Conservatives omit online spying in crime bill

By Grace Scott September 20, 2011 03:30 pm

A controversial Internet surveillance bill has been omitted from the federal Conservative party’s proposed crime legislation.

Today, Canadian Minister of Justice and Attorney General Rob Nicholson held a press conference to introduce the Conservatives’ promised omnibus crime act, titled The Safe Streets and Communities Act, which focuses on crime and terrorism. However, an expected component of the act regarding Internet surveillance known as “Lawful Access” legislation was nowhere to be found.

The set of Lawful Access bills would have warranted Canadian law enforcement and intelligence agencies the power to acquire the personal information and activity of web users from internet service providers (ISPs). ISPs would also be required by an additional provision to install surveillance equipment on their networks.

The legislation would essentially give law enforcement the ability to track people online without having to obtain a warrant. The federal NDP and Green parties, and civil liberties groups among others decried the bill as overly-invasive, dangerous and potentially costly for internet users.

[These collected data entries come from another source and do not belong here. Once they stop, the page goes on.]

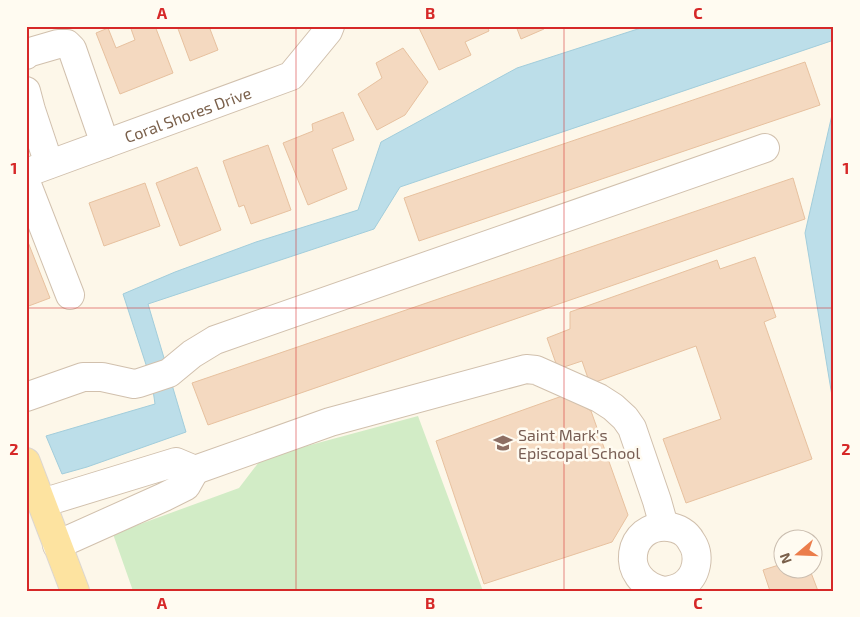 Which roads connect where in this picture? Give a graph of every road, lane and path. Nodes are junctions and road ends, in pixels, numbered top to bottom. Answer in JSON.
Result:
{"nodes":[{"id":1,"x":330,"y":26,"type":"edge"},
{"id":2,"x":26,"y":56,"type":"edge"},
{"id":3,"x":26,"y":91,"type":"edge"},
{"id":4,"x":105,"y":144,"type":"junction"},
{"id":5,"x":765,"y":148,"type":"dead end"},
{"id":6,"x":38,"y":168,"type":"edge"},
{"id":7,"x":26,"y":182,"type":"edge"},
{"id":8,"x":70,"y":295,"type":"dead end"},
{"id":9,"x":26,"y":397,"type":"edge"},
{"id":10,"x":26,"y":462,"type":"edge"},
{"id":11,"x":195,"y":470,"type":"junction"},
{"id":12,"x":42,"y":503,"type":"junction"},
{"id":13,"x":664,"y":526,"type":"junction"},
{"id":14,"x":57,"y":545,"type":"junction"},
{"id":15,"x":75,"y":591,"type":"edge"},
{"id":16,"x":664,"y":591,"type":"edge"}],
"edges":[{"from":1,"to":4,"type":"street","name":"Coral Shores Drive"},
{"from":2,"to":4,"type":"street"},
{"from":3,"to":6,"type":"street"},
{"from":4,"to":6,"type":"street","name":"Coral Shores Drive"},
{"from":5,"to":9,"type":"street"},
{"from":7,"to":8,"type":"street"},
{"from":10,"to":12,"type":"main road"},
{"from":11,"to":12,"type":"street"},
{"from":11,"to":13,"type":"street"},
{"from":11,"to":14,"type":"street"},
{"from":12,"to":14,"type":"main road"},
{"from":13,"to":16,"type":"street"},
{"from":13,"to":16,"type":"street"},
{"from":14,"to":15,"type":"main road"}]}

Over 66,000 people signed an online petition called “Stop Online Spying”, spearheaded by Open Media, a national non-profit geared towards media issues.

The Internet surveillance bill could still go before Parliament, but now as a separate entity from the omnibus bill — which will be passed in the next 100 days. A spokesperson from the Department of Justice Canada responded by email to questions about future plans for the Lawful Access legislation, saying, “Our Government is committed to reintroducing these measures and further details will be announced in due course.” No response was given as to why the Lawful Access legislation had been omitted from the crime act.

The Safe Streets and Communities Act will increase penalties for sex offenders, those caught with possession or producing illicit drugs for the purposes of trafficking, and intends to implement tougher sentencing on violent and repeat youth crime. It also plans to eliminate the use of conditional sentences, or house arrest, for serious and violent crimes.